By most references this happened in 1899. At that time the standard load for the 7×57 echoed the military load, a deep-penetrating but slow 173- (or 175-) grain bullet. These are the loads that Bell used. Rigby also saw the 7×57 as a versatile cartridge for medium-sized game. Later, perhaps in 1906, he developed a fast .275 Rigby load quoted at 3,000 fps. This velocity was possible in the longer barrels of the day. When I started handloading for the 7×57 in the 1980s reloading manuals still listed “maximum loads” of 3,000 fps with 140-grain bullets.
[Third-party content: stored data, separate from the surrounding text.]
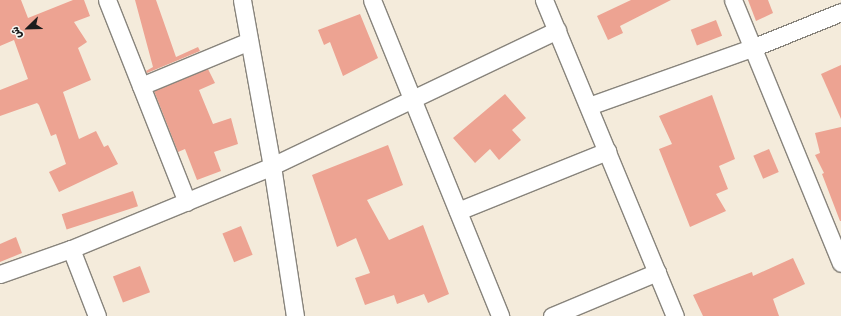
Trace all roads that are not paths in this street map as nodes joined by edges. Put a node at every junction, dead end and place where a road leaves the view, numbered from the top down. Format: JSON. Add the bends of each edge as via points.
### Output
{"nodes":[{"id":1,"x":106,"y":0,"type":"edge"},
{"id":2,"x":242,"y":0,"type":"edge"},
{"id":3,"x":372,"y":0,"type":"edge"},
{"id":4,"x":544,"y":0,"type":"edge"},
{"id":5,"x":733,"y":0,"type":"edge"},
{"id":6,"x":841,"y":12,"type":"edge"},
{"id":7,"x":557,"y":30,"type":"junction"},
{"id":8,"x":249,"y":41,"type":"junction"},
{"id":9,"x":752,"y":48,"type":"junction"},
{"id":10,"x":141,"y":86,"type":"junction"},
{"id":11,"x":413,"y":99,"type":"junction"},
{"id":12,"x":589,"y":106,"type":"junction"},
{"id":13,"x":607,"y":151,"type":"junction"},
{"id":14,"x":272,"y":166,"type":"junction"},
{"id":15,"x":187,"y":202,"type":"junction"},
{"id":16,"x":458,"y":211,"type":"junction"},
{"id":17,"x":71,"y":249,"type":"junction"},
{"id":18,"x":841,"y":263,"type":"edge"},
{"id":19,"x":657,"y":272,"type":"junction"},
{"id":20,"x":0,"y":274,"type":"edge"},
{"id":21,"x":97,"y":316,"type":"edge"},
{"id":22,"x":295,"y":316,"type":"edge"},
{"id":23,"x":500,"y":316,"type":"edge"},
{"id":24,"x":552,"y":316,"type":"edge"},
{"id":25,"x":675,"y":316,"type":"edge"}],
"edges":[{"from":1,"to":10,"type":"street"},
{"from":2,"to":8,"type":"street"},
{"from":3,"to":11,"type":"street"},
{"from":4,"to":7,"type":"street"},
{"from":5,"to":9,"type":"street"},
{"from":6,"to":9,"type":"street"},
{"from":7,"to":11,"type":"street"},
{"from":7,"to":12,"type":"street"},
{"from":8,"to":10,"type":"street"},
{"from":8,"to":14,"type":"street"},
{"from":9,"to":12,"type":"street"},
{"from":9,"to":18,"type":"street"},
{"from":10,"to":15,"type":"street"},
{"from":11,"to":14,"type":"street"},
{"from":11,"to":16,"type":"street"},
{"from":12,"to":13,"type":"street"},
{"from":13,"to":16,"type":"street"},
{"from":13,"to":19,"type":"street"},
{"from":14,"to":15,"type":"street"},
{"from":14,"to":22,"type":"street"},
{"from":15,"to":17,"type":"street"},
{"from":16,"to":23,"type":"street"},
{"from":17,"to":20,"type":"street"},
{"from":17,"to":21,"type":"street"},
{"from":19,"to":24,"type":"street"},
{"from":19,"to":25,"type":"street"}]}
Today, because of concerns that older and weaker pre-1898 Mausers are still in use, all 7×57 and .275 Rigby loads, whether commercial, proprietary or listed handloads, are considerably milder. Note: All 7×57 loads may be chambered in .275 Rigby rifles; and vice versa.
Some years back, Hornady introduced a head-stamped “.275 Rigby” load featuring a 140-grain bullet at 2,680 feet per second. This echoes most modern 7×57 loads. Hornady’s Superformance 7×57 load with 139-grain bullet is a bit faster at 2,760 fps, and Norma has a hard-hitting 156-grain Oryx load at 2,640 fps. Commercial 175-grain 7×57 loads at 2,380 fps are still available. The Highland Stalker in this cartridge is marketed as “.275 Rigby” as tradition demands. However, some countries insist barrel roll-marks and cartridge head-stamps match. Rigby covers this: On the right side of the barrel, just ahead of the receiver, the roll-mark reads: “.275 Rigby/7×57.”
The best comparison for the .275 Rigby is with the .270 Winchester. With current loads, the .270 Winchester is faster, but bullet diameter is too close to argue about, .277-inch versus .284-inch. However, 7mm bullets tend to have a bit better aerodynamics, and bullets up to 175 grains are readily available.
In open country, the .270 might have a slight edge, but the Highland Stalker is designed for hunters who like to get as close as possible. It is not a cartridge for long-range shooters, but neither is the .270 Winchester. I have long experience with both the .275/7×57 and .270. With bullets up to 150 grains and out to perhaps 300 yards, I see no appreciable difference on deer-sized game. The .270 offers a bit more range, but the ability to use heavier bullets gives the .275 Rigby/7×57 more versatility on larger game. Also, before that argument is presented, let’s please remember that Jack O’Connor, chief proponent of the .270 Winchester, owned 7×57 rifles throughout his life and he took most of his (numerous) desert rams with a 7×57!
Range And Field
On top of the Highland Stalker’s barrel, just ahead of the receiver, reads the traditional legend, “Sighted for Rigby’s special high velocity .275 bore cartridge soft nosed 140 grain bullet.” The iron sights, with standing leaf for 100 yards and folding leaves marked 150 and 250, are calibrated for Hornady’s 140-grain .275 Rigby load. I’ll be honest: I can no longer see open sights well enough to confirm or deny, so I’ll take Rigby’s word on this! Fortunately, and as requested, the test rifle came with the sturdy and repeatable Mauser “hex-lock” detachable mounts. I mounted it with a new Leica Magnus 1.8-12x50mm scope. This is one of the clearest and brightest riflescopes I’ve ever used, and that large magnification range covers absolutely everything one might do with a .275 Rigby/7×57.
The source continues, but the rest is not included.